Yet Levi Schwartz, who lives in Mt. Gilead, said the church's reliance on repentance failed him. "Sometimes I went into the bedroom and cried because of my sin," he recalled. In 1989 Schwartz started molesting one of his daughters. He kissed the girl, rubbed her, and bared himself to her until she grew old enough to date, and then he moved on to her younger sister. On a late fall night in his cavernous living room, the 52-year-old, who has since left the Amish, talked about his past with unnerving ease while one of the daughters he molested sat on a nearby couch. "I confessed in church a number of times," Schwartz said. "I wanted to be clean, so I took it to the ministers. I thought that would give me grace, and the power to overcome it."
Schwartz said his bishop, Eli Raber, discouraged Schwartz's sporadic attempts to get counseling. (Raber declined to comment.) In 1994, Schwartz's son Benjamin began touching his sisters; he confessed in church and was shunned for two weeks. Levi Schwartz, however, was losing faith in the church's method of punishment. After one of his daughters started crying while he was molesting her, Schwartz checked himself into Oaklawn Psychiatric Hospital in Indiana. He asked the girl to pray for him, and she did.
When Norman Byler's family sent him to Mercy Medical Center in Ohio, he received a week of counseling and was given antipsychotic medication and antidepressants, which he burned instead of taking. Still, Yoder believes the "doctoring" helped his father-in-law. "I felt like we had him half decent under control," he said.
But pedophilia is a hard disease to treat. Deborah Love, an English neighbor who lived next to the Yoders, saw Norman take his 3-year-old granddaughter into his woodshed on a fall day in 1999. She knew that one of Norman's daughters had recently moved her family to Iowa after saying that Norman had asked to sleep with one of her girls. "He was with me enough. He wasn't going to be with my daughter," Love said the woman told her.
A day after Norman took the 3-year-old into his shed, Love noticed some dried blood on the girl's leg. She called Guernsey County Children's Services. The Amish accused Love of lying, and she said she has felt their anger. When some of the men passed her house, they raised their hats and turned them sideways to avoid looking at her. Love's husband said that one young Amish man warned him during hunting season that, "Accidents do happen, so you'd better be careful." In the spring of 2000, the Loves moved out of the neighborhood.

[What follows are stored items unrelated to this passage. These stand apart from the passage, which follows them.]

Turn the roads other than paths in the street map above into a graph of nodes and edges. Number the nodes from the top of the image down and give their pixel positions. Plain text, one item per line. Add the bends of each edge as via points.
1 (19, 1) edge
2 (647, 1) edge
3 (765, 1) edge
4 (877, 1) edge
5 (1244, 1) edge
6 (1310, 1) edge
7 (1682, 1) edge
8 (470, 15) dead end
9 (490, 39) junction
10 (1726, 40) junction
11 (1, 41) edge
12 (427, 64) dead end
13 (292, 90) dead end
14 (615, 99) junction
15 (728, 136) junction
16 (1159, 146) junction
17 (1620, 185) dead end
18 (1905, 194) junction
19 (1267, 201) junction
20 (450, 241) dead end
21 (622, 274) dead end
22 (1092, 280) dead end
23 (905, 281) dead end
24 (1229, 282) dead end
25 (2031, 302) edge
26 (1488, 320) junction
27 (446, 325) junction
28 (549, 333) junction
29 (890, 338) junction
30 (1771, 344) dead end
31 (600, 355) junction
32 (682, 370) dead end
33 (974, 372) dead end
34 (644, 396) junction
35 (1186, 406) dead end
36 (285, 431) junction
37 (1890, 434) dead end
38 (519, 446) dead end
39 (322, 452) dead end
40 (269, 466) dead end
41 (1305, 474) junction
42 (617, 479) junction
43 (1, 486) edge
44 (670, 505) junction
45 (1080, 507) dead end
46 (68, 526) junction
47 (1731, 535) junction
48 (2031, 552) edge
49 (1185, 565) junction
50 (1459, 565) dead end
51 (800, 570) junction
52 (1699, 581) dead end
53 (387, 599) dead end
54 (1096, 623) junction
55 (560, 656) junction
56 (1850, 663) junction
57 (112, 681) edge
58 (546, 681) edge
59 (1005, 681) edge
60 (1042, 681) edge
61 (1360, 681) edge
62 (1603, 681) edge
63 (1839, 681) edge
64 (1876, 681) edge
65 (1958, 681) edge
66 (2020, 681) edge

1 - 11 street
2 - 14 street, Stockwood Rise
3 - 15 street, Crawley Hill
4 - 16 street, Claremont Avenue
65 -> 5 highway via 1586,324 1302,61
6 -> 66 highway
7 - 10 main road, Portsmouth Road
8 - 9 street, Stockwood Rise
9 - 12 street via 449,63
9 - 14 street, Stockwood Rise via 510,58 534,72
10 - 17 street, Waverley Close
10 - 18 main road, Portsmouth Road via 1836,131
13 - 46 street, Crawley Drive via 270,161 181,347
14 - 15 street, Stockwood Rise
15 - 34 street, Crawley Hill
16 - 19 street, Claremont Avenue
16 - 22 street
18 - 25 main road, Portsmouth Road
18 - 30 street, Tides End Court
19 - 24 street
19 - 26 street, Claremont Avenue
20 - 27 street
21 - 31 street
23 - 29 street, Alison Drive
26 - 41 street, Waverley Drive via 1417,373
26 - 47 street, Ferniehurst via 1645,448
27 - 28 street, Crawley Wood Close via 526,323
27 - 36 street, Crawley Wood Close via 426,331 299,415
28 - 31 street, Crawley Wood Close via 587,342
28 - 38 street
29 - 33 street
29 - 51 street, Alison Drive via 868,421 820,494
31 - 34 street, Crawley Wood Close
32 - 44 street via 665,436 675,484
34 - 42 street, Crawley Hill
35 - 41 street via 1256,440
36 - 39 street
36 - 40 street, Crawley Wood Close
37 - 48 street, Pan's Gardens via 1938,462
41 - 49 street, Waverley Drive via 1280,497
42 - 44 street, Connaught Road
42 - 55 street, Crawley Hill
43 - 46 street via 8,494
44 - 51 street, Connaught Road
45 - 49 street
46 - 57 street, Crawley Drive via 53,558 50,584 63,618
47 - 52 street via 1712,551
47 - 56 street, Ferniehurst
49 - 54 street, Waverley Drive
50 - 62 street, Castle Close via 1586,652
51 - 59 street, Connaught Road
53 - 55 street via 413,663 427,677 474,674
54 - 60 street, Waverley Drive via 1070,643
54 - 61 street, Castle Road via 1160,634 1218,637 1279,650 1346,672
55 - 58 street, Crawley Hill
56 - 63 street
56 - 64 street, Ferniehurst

Last March, a detective in Wisconsin phoned trooper Janice Wilson to tell her about statements that Mary and her family had made about rampant incest in the Amish community in which they grew up. That community is in New Wilmington, Pa., near where Wilson works. When she started investigating, she was stunned to hear reports of extensive sexual abuse, and of births resulting from incest.
Amish insiders say the problem is so common that a bishop in the area has preached against it. Johnny Byler said that, growing up in Lawrence County, he thought it was normal to have sex with his sister. "Other kids would talk about it," Johnny said. When I asked Mary's cousin, David Wengerd, whether he had molested his sister in addition to Mary, as Mary has charged, he responded, "I'd rather not answer."
When the police identify a perpetrator, however, their work in one sense becomes easy. The Amish ethic of confession extends to answering questions asked by outsiders. With little prompting from the detectives who questioned him, Norman Byler admitted to manually penetrating his 8-year-old granddaughter. He said that he hurt the child to get back at her father, who had refused to take Norman to the hospital to treat a torn muscle. (Most Swartzentrubers resort to Western medicine only in emergencies.) Raymond Byler, Levi and Benjamin Schwartz, and Johnny, Eli, and David Byler confessed with similar readiness.
Johnny and Eli were each charged with five counts of sexual assault and pleaded guilty, to two counts and one count, respectively. David pleaded guilty to sexually assaulting his little sister. In September, a month before his sentencing, Johnny said he sometimes felt suicidal and couldn't understand why he might go to prison. "Johnny thinks, 'I did a terrible thing but I've tried to make it right,' " said Jack Buswell, his attorney. "He feels let down."